Non oscuriamo il sole della vita dell'anima con il fuligginoso fumo dei fumaioli; non riduciamo la vita a una corsa affannosa senza meta, perché questa è la rovina delle nazioni. Gli operai senza vita spirituale — lo dimostra l'esperienza —sono delle tremende riserve di esplosivo morale nelle convulsioni epilettiche dei popoli. Cercano il respiro, cercano uno scopo alla vita, cercano la pace, e poiché passano la giornata in una tensione terribile di nervi unicamente per ingozzare un boccone e ricominciare daccapo, credono facilmente ai sobillatori che danno loro prospettive di brutali felicità e si gettano a capo fitto nell'abisso di ogni delitto sociale, trascinandovi le nazioni, come si è visto in Spagna e in tante parti del mondo. Non si può vivere sottoterra o sott'acqua: abbiamo bisogno di cielo, di luce, di aria; e tutto questo ce lo dà Gesù Cristo, dicendo: Cercate prima il regno di Dio e la sua giustizia. L'anima non riposa nelle mefitiche sale dei dopolavoro o nelle sbornie delle passioni: riposa nel Signore, nella sua parola, nell'alimento spirituale. Il dopolavoro che si va introducendo nei paesi d'ordine, per dare agli operai un diversivo, è praticamente un soffocamento fatto con un preteso ossigeno (33).

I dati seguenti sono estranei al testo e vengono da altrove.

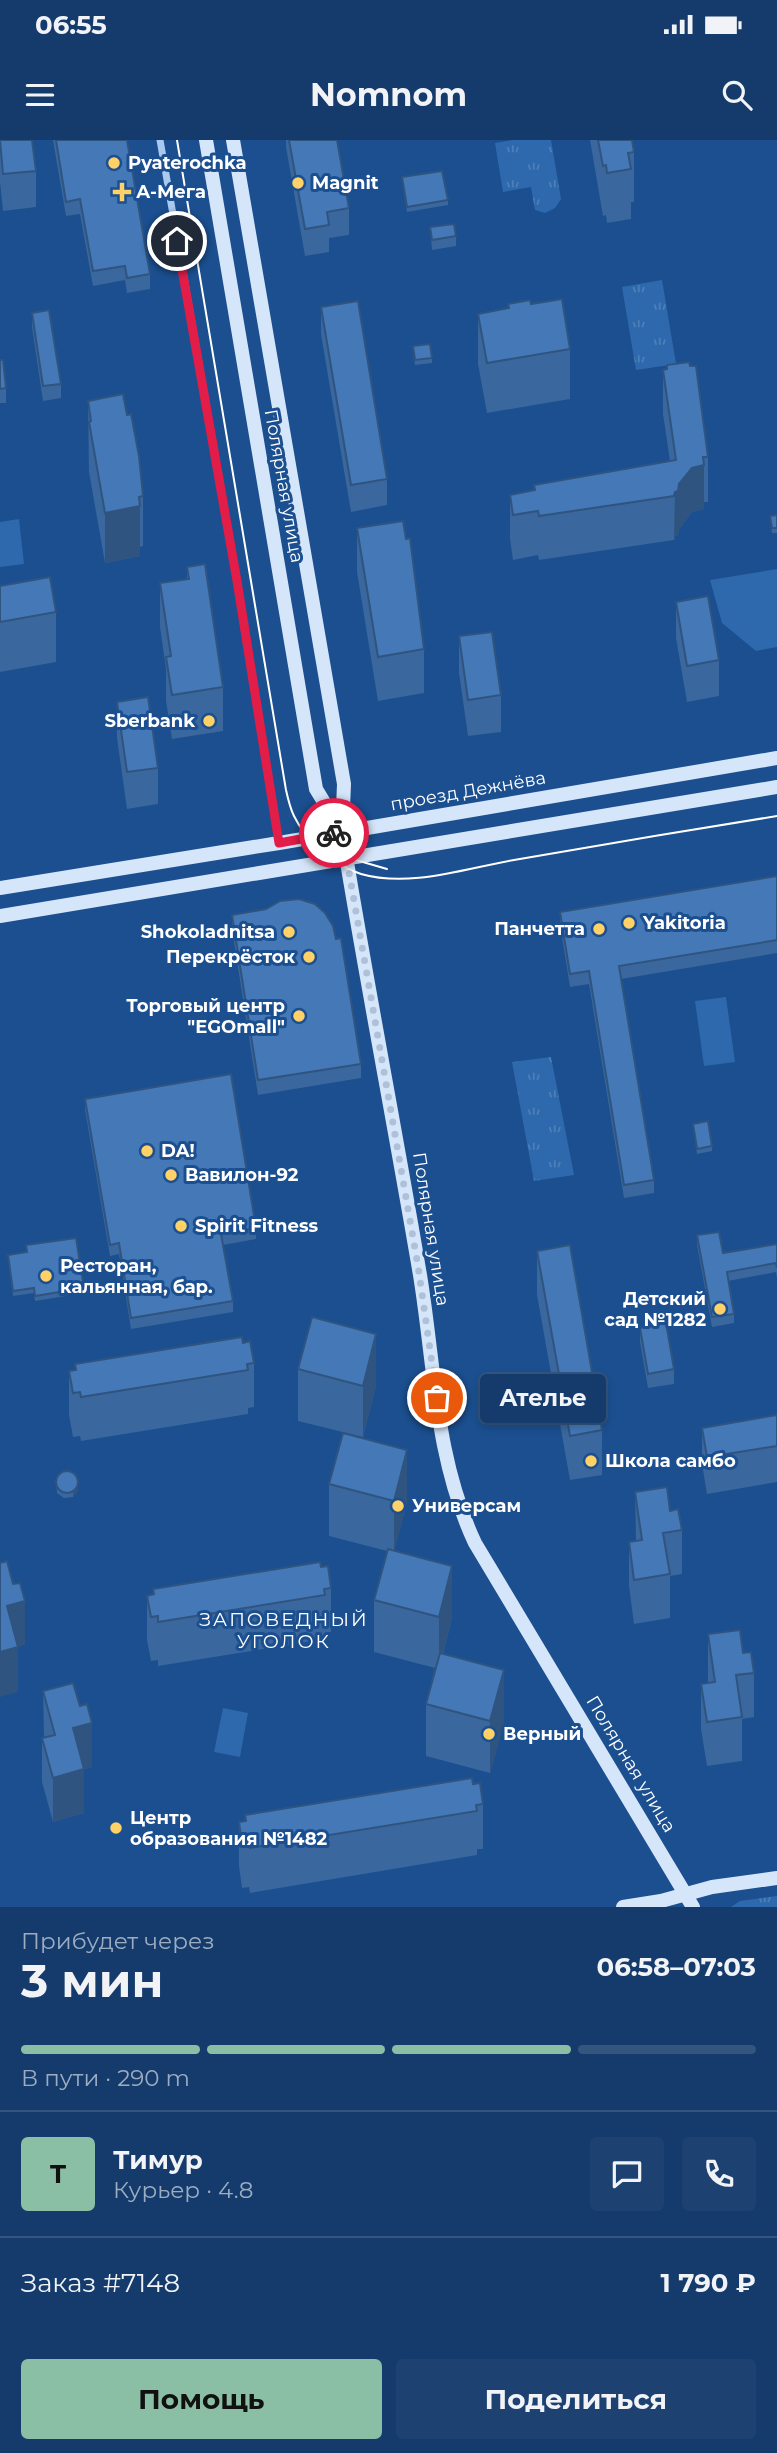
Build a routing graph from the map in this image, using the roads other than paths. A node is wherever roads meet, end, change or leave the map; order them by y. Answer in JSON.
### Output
{"nodes":[{"id":1,"x":160,"y":140,"type":"edge"},
{"id":2,"x":206,"y":140,"type":"edge"},
{"id":3,"x":233,"y":140,"type":"edge"},
{"id":4,"x":777,"y":758,"type":"edge"},
{"id":5,"x":777,"y":787,"type":"edge"},
{"id":6,"x":342,"y":832,"type":"junction"},
{"id":7,"x":279,"y":843,"type":"junction"},
{"id":8,"x":346,"y":858,"type":"junction"},
{"id":9,"x":0,"y":888,"type":"edge"},
{"id":10,"x":0,"y":916,"type":"edge"},
{"id":11,"x":777,"y":1878,"type":"edge"},
{"id":12,"x":690,"y":1900,"type":"edge"},
{"id":13,"x":623,"y":1907,"type":"edge"}],
"edges":[{"from":1,"to":7,"type":"street"},
{"from":2,"to":6,"type":"main road","name":"Полярная улица"},
{"from":3,"to":6,"type":"main road","name":"Полярная улица"},
{"from":4,"to":6,"type":"main road","name":"проезд Дежнёва"},
{"from":5,"to":8,"type":"main road"},
{"from":6,"to":7,"type":"main road","name":"проезд Дежнёва"},
{"from":6,"to":8,"type":"main road","name":"Полярная улица"},
{"from":7,"to":9,"type":"main road","name":"проезд Дежнёва"},
{"from":8,"to":10,"type":"main road"},
{"from":8,"to":12,"type":"main road","name":"Полярная улица"},
{"from":11,"to":12,"type":"main road"},
{"from":12,"to":13,"type":"main road"}]}
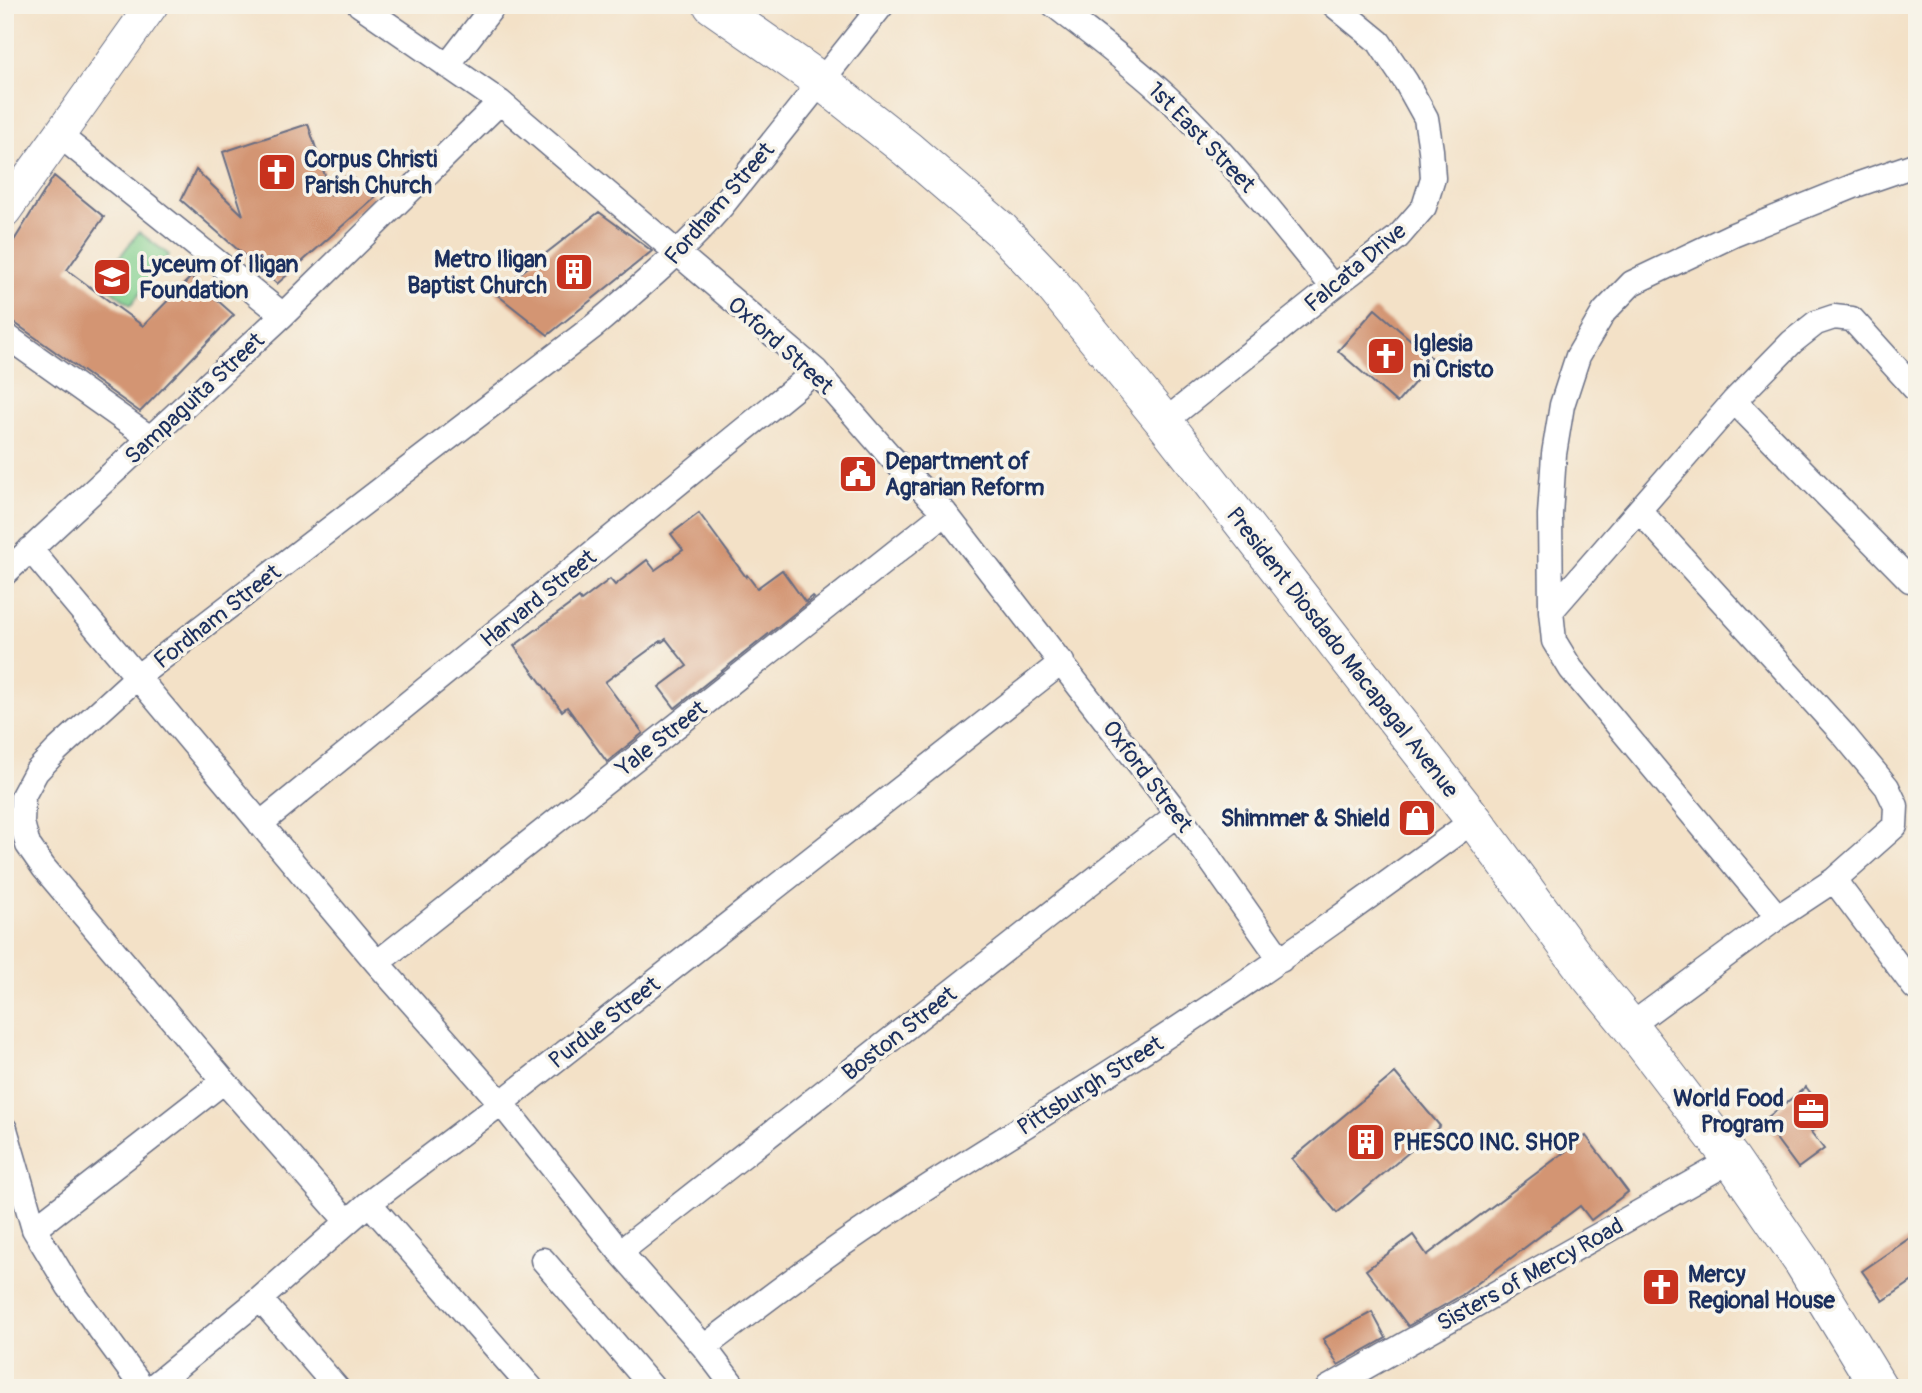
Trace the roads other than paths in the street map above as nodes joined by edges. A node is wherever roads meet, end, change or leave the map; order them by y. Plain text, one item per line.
1 (152, 5) edge
2 (360, 5) edge
3 (494, 5) edge
4 (712, 5) edge
5 (882, 5) edge
6 (1054, 5) edge
7 (1334, 5) edge
8 (447, 66) junction
9 (822, 82) junction
10 (500, 102) junction
11 (58, 135) junction
12 (1917, 164) edge
13 (7, 205) edge
14 (678, 253) junction
15 (1333, 287) junction
16 (283, 315) junction
17 (5, 335) edge
18 (816, 371) junction
19 (1917, 391) edge
20 (1734, 401) junction
21 (1164, 422) junction
22 (150, 438) junction
23 (1639, 510) junction
24 (945, 513) junction
25 (30, 549) junction
26 (5, 573) edge
27 (1910, 580) dead end
28 (1551, 611) junction
29 (1062, 662) junction
30 (137, 677) junction
31 (1178, 814) junction
32 (1474, 820) junction
33 (260, 824) junction
34 (1834, 880) junction
35 (1778, 917) junction
36 (1281, 960) junction
37 (377, 963) junction
38 (1916, 989) edge
39 (1630, 1026) junction
40 (224, 1081) junction
41 (501, 1103) junction
42 (5, 1129) edge
43 (1732, 1160) junction
44 (369, 1203) junction
45 (347, 1221) junction
46 (34, 1229) junction
47 (620, 1252) junction
48 (543, 1260) dead end
49 (260, 1299) junction
50 (704, 1348) junction
51 (143, 1388) edge
52 (151, 1388) edge
53 (337, 1388) edge
54 (531, 1388) edge
55 (653, 1388) edge
56 (735, 1388) edge
57 (1328, 1388) edge
58 (1879, 1388) edge

1 - 11 main road
2 - 8 street, Oxford Street
3 - 8 street
4 - 9 highway, President Diosdado Macapagal Avenue
5 - 9 street, Fordham Street
6 - 15 street, 1st East Street
7 - 15 street, Falcata Drive
8 - 10 street, Oxford Street
9 - 14 street, Fordham Street
9 - 21 highway, President Diosdado Macapagal Avenue
10 - 14 street, Oxford Street
10 - 16 street, Sampaguita Street
11 - 13 main road
11 - 16 street
12 - 28 street
14 - 18 street, Oxford Street
14 - 30 street, Fordham Street
15 - 21 street, Falcata Drive
16 - 22 street, Sampaguita Street
17 - 22 street
18 - 24 street, Oxford Street
18 - 33 street, Harvard Street
19 - 20 street
20 - 23 street
20 - 27 street
21 - 32 highway, President Diosdado Macapagal Avenue
22 - 25 street, Sampaguita Street
23 - 28 street
23 - 34 street
24 - 29 street, Oxford Street
24 - 37 street, Yale Street
25 - 26 street, Sampaguita Street
25 - 30 street
28 - 35 street
29 - 31 street, Oxford Street
29 - 41 street, Purdue Street
30 - 33 street
30 - 40 street, Fordham Street
31 - 36 street, Oxford Street
31 - 47 street, Boston Street
32 - 36 street, Pittsburgh Street
32 - 39 highway, President Diosdado Macapagal Avenue
33 - 37 street
34 - 35 street
34 - 38 street
35 - 39 street
36 - 50 street, Pittsburgh Street
37 - 41 street
39 - 43 highway, President Diosdado Macapagal Avenue
40 - 45 street, Fordham Street
40 - 46 street
41 - 44 street, Purdue Street
41 - 47 street
42 - 46 street
43 - 57 street, Sisters of Mercy Road
43 - 58 highway, President Diosdado Macapagal Avenue
44 - 45 street, Purdue Street
44 - 54 street
45 - 49 street, Purdue Street
46 - 51 street
47 - 50 street
48 - 55 street
49 - 52 street, Purdue Street
49 - 53 street
50 - 56 street

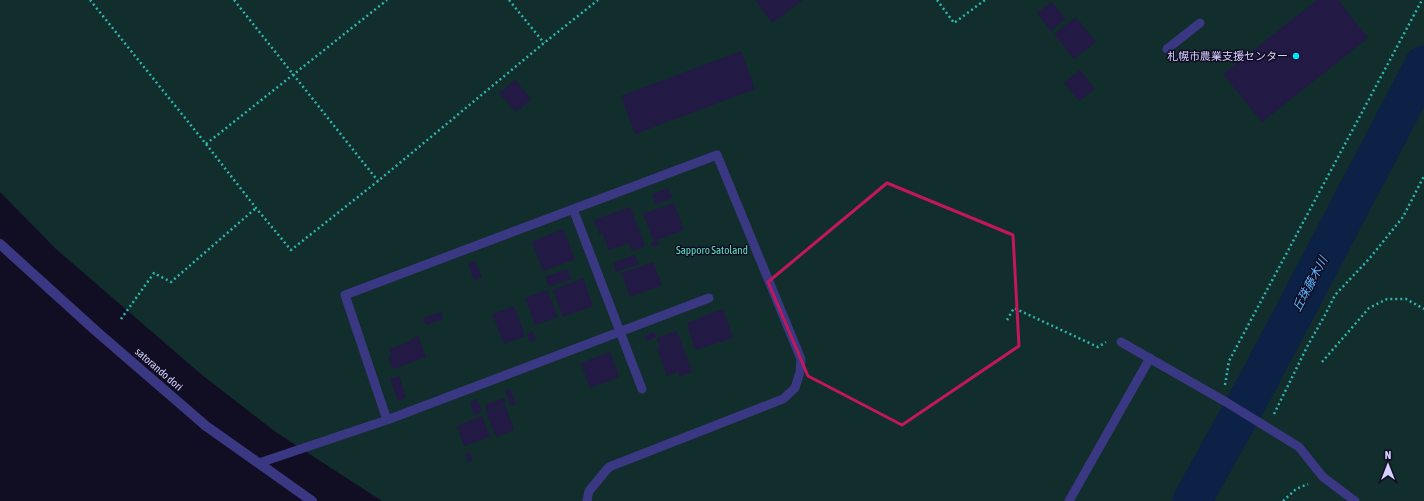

Date ai lavoratori una vita spirituale e la possibilità di coltivarla e avrete dato loro il dopolavoro più vero e più tranquillo. L'anima non si muta con le creazioni di ripieghi umani e materiali; un uomo non può diventare un pesce, non può diventare alato solo perché nuota o vola: ha bisogno di ritornare al suo ambiente di vita. Ora, l'ambiente della nostra vita è l'elevazione spirituale, è il respirare l'aura del Cielo, è il regno di Dio e la sua giustizia. Il nostro domani non è tanto quello del tempo quanto quello dell'eternità; al domani temporale ha promesso di pensarci Dio, al domani eterno dobbiamo pensare noi, perché è premio della nostra vita.
O Signore, attiraci a te, e fa' che si muti questo triste andazzo del mondo che tenta di stratificare di materia lo spirito immortale che ci hai dato! Venga il tuo regno e la tua giustizia, venga il tuo santo amore e infiammi tutte le anime del desiderio di te sopra tutte le cose!

(30)" Vi sono infatti fra i Santi molti che ebbero ricchezze e comodità perché erano re, come san Ludovico, re di Francia, sant'Enrico imperatore, ecc. Quello che conta davanti a Dio è l'uso che si fa delle ricchezze; se esse vengono messe a servizio della comunità, tutto va bene [nde].
(31) Ormai le grandi fabbriche sono tutte uguali. L'uomo diviene una semplice componente della catena di montaggio, non può più esercitare la sua capacità, come avveniva un tempo, nelle attività a carattere artigianale, che dovrebbero essere sempre favorite [nde].
(32) E pensare che, quando Don Dolindo scriveva queste cose, non si comprendeva la gravità della situazione della terra a causa degli inquinamenti dell'aria, della terra e dei mari, che destano inquietanti preoccupazioni su quella che potrebbe essere la sorte autodistruttiva dell'umanità tra non molti anni [nde]
(33) I dopolavoro spesse volte erano moralmente obbligatori e per tale motivo allentavano i vincoli della famiglia, costringendo i capifamiglia a trovarsi sempre fuori casa [nde].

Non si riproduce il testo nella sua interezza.